On August 4, 2022, the Partnership filed a definitive information statement (the “Definitive Information Statement”) under Section 14(c) of the Exchange Act relating to the Merger Agreement and the transactions contemplated thereby, including the Merger. The Definitive Information Statement was supplemented by the Partnership with certain additional information set forth in the Partnership’s Current Report on Form 8-K, filed with the SEC on September 2, 2022 (File No. 001-36137) (the “Supplemental 8-K”). References to the “Information Statement” in this Transaction Statement are to the Definitive Information Statement as supplemented by the Supplemental 8-K. A copy of the Definitive Information Statement is attached hereto as Exhibit (a)(1). A copy of the Merger Agreement is attached as Annex A to the Information Statement. A copy of the Merger Agreement Amendment is attached hereto as Exhibit (d)(2). All references in this Transaction Statement to Items numbered 1001 to 1016 are references to Items contained in Regulation M-A under the Exchange Act.

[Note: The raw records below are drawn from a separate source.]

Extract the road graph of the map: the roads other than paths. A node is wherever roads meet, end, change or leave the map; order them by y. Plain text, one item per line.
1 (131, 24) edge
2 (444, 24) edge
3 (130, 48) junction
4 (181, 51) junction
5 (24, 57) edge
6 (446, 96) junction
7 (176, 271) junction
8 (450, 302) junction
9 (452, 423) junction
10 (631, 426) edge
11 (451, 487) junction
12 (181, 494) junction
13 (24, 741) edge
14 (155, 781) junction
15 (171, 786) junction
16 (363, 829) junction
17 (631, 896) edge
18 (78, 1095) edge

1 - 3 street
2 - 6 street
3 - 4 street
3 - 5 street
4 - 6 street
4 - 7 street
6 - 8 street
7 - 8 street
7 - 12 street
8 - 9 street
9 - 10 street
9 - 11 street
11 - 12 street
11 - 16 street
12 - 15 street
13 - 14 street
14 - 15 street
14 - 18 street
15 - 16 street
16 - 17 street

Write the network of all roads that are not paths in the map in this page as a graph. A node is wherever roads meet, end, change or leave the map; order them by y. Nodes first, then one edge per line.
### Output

Pursuant to General Instruction F to Schedule 13E-3, the information contained in the Information Statement, including all annexes thereto, is incorporated herein by reference in its entirety and responses to each item herein are qualified in their entirety by the information contained in the Information Statement and the annexes thereto. The cross-references below are being supplied pursuant to General Instruction G to Schedule 13E-3 and show the location in the Information Statement of the information required to be included in response to the items of Schedule 13E-3. Terms used but not defined in this Transaction Statement have the meanings given to them in the Information Statement.
All information concerning the Partnership contained in, or incorporated by reference into, this Transaction Statement was supplied by the Partnership. Similarly, all information concerning any other filing person contained in, or incorporated by reference into, this Transaction Statement was supplied by such filing person.

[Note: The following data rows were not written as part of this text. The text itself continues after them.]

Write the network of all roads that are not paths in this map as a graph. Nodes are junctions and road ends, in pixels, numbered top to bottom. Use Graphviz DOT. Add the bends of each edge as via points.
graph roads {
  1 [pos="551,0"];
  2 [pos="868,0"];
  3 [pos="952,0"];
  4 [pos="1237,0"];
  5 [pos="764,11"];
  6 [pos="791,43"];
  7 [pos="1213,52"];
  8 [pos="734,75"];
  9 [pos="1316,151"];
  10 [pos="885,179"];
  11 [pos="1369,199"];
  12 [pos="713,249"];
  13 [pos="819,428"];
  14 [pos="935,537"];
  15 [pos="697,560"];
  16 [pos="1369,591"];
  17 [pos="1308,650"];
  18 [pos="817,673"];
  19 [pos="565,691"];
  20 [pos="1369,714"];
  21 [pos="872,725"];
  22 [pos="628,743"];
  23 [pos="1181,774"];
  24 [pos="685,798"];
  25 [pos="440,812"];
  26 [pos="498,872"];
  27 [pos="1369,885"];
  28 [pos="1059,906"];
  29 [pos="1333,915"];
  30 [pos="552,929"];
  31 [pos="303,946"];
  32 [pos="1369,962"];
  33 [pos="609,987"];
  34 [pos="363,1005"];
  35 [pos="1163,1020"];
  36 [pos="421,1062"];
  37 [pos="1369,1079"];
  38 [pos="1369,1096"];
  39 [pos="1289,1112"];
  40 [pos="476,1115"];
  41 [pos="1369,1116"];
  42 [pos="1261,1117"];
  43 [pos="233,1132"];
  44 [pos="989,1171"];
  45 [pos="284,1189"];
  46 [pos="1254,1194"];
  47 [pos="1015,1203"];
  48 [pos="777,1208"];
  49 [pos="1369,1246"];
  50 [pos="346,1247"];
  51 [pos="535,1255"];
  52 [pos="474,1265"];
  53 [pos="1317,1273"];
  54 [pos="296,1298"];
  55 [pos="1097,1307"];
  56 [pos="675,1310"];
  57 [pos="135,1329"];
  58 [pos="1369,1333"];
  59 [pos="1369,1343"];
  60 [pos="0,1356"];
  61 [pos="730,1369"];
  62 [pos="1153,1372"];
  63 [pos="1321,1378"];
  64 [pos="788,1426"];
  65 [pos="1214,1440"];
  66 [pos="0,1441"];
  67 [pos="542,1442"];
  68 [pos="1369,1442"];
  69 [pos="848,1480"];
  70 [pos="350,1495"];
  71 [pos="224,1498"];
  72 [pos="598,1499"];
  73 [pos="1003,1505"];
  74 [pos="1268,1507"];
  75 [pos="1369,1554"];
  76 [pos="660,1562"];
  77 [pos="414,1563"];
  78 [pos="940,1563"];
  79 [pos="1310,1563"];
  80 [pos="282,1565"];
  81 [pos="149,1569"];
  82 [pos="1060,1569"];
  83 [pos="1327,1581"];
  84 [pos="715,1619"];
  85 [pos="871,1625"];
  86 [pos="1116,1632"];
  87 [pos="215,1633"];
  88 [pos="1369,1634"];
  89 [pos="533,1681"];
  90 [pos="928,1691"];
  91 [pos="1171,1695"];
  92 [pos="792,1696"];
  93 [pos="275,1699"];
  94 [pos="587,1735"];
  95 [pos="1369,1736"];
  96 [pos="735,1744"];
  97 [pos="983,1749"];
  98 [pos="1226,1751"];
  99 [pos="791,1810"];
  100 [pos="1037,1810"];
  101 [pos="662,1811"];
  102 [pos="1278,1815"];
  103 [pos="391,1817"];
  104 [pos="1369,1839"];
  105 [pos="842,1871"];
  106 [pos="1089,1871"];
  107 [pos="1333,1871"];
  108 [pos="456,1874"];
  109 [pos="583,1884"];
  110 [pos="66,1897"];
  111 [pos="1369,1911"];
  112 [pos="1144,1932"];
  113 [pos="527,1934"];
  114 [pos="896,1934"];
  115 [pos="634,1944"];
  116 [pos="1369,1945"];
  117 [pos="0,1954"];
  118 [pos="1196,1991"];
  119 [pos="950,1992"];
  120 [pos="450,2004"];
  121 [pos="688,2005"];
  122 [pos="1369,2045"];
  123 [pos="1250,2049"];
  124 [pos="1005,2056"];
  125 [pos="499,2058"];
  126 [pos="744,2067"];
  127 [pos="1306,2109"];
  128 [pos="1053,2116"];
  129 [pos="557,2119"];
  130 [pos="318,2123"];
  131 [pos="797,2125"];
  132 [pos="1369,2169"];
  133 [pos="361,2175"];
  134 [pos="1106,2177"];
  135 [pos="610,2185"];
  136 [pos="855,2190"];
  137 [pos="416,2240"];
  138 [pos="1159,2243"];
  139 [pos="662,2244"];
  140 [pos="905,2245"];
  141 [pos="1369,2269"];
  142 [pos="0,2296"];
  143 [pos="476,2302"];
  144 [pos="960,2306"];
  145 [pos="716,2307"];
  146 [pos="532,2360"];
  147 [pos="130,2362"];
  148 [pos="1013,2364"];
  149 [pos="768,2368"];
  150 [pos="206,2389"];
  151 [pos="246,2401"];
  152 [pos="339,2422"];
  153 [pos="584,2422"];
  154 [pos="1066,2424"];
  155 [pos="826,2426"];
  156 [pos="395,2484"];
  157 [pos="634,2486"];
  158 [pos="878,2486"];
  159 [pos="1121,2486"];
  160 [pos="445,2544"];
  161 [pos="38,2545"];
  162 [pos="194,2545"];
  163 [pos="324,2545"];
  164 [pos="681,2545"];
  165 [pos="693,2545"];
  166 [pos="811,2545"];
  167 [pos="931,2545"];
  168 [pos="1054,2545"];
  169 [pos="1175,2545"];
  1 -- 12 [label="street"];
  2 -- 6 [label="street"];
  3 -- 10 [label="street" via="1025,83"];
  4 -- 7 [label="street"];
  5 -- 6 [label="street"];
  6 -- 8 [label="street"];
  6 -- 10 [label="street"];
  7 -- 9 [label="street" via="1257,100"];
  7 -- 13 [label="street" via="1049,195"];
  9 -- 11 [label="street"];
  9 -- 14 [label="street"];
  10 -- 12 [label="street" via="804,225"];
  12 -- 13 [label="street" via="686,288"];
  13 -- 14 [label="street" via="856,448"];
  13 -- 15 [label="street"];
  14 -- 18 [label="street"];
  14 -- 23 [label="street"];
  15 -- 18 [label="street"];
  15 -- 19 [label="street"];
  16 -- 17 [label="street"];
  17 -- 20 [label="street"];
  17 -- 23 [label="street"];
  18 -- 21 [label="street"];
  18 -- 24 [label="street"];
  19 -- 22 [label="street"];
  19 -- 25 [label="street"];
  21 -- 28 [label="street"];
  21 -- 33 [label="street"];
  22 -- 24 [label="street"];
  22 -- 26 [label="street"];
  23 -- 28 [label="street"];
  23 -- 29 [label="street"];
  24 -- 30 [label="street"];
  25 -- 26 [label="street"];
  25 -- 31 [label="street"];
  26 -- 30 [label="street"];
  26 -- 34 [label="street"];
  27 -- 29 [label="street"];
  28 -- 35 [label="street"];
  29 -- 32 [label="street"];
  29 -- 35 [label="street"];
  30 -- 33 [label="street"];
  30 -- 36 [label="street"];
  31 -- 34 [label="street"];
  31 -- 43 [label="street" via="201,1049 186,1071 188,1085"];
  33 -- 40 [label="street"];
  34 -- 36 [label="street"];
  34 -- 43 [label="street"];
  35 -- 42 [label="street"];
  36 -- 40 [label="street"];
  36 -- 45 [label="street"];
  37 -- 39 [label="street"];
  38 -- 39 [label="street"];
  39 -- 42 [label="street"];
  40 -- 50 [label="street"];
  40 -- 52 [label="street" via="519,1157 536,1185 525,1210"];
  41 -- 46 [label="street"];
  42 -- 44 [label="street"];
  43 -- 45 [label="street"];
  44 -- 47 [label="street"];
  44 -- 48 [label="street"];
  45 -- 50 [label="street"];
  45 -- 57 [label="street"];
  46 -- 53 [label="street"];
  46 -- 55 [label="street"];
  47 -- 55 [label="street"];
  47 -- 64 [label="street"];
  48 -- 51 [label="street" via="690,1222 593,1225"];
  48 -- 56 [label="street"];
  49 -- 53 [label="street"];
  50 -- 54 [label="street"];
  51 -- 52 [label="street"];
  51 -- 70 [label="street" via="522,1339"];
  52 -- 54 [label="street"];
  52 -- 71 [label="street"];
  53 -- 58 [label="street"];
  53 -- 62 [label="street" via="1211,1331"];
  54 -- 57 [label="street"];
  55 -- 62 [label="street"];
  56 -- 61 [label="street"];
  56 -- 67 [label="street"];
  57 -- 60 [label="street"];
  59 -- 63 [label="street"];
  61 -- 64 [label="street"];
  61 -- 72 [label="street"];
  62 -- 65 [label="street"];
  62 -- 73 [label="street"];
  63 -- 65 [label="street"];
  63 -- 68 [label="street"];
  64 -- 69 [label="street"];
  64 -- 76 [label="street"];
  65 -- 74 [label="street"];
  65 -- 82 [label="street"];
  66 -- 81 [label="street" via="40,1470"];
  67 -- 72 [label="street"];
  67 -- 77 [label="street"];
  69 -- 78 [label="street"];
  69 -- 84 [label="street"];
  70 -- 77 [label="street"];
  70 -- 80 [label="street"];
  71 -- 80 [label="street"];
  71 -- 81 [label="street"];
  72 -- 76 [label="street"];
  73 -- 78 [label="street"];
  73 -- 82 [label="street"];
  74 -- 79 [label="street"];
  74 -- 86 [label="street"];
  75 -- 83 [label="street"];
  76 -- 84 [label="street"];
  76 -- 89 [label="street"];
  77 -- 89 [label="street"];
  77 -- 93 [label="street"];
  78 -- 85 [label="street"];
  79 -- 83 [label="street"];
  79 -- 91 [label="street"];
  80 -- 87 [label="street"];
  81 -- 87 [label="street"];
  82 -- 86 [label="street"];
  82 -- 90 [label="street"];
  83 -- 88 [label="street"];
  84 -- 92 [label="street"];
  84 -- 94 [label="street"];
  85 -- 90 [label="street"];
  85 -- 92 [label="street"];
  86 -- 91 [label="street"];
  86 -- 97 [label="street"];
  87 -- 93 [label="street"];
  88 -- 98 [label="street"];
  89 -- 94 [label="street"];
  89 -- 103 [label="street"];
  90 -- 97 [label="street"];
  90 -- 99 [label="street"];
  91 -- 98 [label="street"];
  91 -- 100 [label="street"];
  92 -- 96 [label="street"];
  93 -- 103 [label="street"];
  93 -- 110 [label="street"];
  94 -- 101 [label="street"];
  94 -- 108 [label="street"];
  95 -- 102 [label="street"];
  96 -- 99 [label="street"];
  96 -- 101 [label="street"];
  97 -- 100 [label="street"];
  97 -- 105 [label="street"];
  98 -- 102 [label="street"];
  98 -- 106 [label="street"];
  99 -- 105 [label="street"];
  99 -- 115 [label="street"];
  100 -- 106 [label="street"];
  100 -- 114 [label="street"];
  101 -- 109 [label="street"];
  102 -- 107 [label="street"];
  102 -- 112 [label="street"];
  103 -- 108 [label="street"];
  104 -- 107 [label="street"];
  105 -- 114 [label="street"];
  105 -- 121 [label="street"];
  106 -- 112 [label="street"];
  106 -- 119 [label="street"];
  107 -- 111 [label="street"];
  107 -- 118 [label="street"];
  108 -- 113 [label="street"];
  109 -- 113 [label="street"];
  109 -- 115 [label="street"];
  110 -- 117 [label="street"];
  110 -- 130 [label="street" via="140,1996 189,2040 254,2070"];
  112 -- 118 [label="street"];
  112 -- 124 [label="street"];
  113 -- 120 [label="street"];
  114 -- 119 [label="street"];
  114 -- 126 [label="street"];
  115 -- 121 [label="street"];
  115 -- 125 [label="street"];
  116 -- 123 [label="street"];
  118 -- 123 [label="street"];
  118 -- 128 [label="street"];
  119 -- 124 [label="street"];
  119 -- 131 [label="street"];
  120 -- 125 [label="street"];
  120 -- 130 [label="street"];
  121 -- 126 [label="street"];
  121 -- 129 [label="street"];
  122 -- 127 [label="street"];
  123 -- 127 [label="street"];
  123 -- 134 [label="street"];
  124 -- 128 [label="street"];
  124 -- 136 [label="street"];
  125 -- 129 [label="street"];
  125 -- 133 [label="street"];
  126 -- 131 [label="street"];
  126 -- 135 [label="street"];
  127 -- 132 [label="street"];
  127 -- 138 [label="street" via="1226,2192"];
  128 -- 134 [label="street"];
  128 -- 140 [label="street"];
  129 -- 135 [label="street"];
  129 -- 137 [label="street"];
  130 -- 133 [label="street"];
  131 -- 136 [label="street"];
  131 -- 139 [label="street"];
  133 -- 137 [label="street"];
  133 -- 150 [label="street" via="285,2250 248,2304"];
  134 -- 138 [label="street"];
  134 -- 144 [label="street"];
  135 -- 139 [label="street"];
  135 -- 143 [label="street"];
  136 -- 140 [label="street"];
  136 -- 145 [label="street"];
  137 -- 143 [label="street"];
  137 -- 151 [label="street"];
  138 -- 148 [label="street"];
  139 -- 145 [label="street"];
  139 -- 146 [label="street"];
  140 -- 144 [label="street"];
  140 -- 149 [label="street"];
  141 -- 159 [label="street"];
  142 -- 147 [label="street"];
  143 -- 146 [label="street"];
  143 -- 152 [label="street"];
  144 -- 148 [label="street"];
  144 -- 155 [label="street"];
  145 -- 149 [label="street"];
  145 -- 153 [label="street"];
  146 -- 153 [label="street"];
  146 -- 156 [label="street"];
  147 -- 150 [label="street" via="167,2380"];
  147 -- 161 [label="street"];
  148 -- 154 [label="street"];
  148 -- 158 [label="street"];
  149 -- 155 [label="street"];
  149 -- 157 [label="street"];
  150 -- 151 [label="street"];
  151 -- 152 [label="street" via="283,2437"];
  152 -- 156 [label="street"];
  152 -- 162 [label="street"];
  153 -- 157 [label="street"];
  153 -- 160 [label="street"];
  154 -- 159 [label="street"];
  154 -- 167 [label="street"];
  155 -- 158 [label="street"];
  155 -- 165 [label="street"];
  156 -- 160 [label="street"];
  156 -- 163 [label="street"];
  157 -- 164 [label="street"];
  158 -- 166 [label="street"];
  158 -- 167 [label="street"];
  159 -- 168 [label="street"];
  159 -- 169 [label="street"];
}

ITEM 1. | SUMMARY TERM SHEET |
Regulation M-A Item 1001
The information set forth in the Information Statement under the following captions is incorporated herein by reference:
“Summary Term Sheet”
“Questions and Answers about the Merger”
ITEM 2. | SUBJECT COMPANY INFORMATION |
Regulation M-A Item 1002
(a) | Name and Address. The information set forth in the Information Statement under the following caption is incorporated herein by reference: |
“Summary Term Sheet—Parties to the Merger Agreement”
(b) | Securities. The information set forth in the Information Statement under the following captions is incorporated herein by reference: |
“Summary Term Sheet—Action Approved by Written Consent of Unitholders Representing a Unit Majority”
“Unit Ownership of Certain Beneficial Owners and Management”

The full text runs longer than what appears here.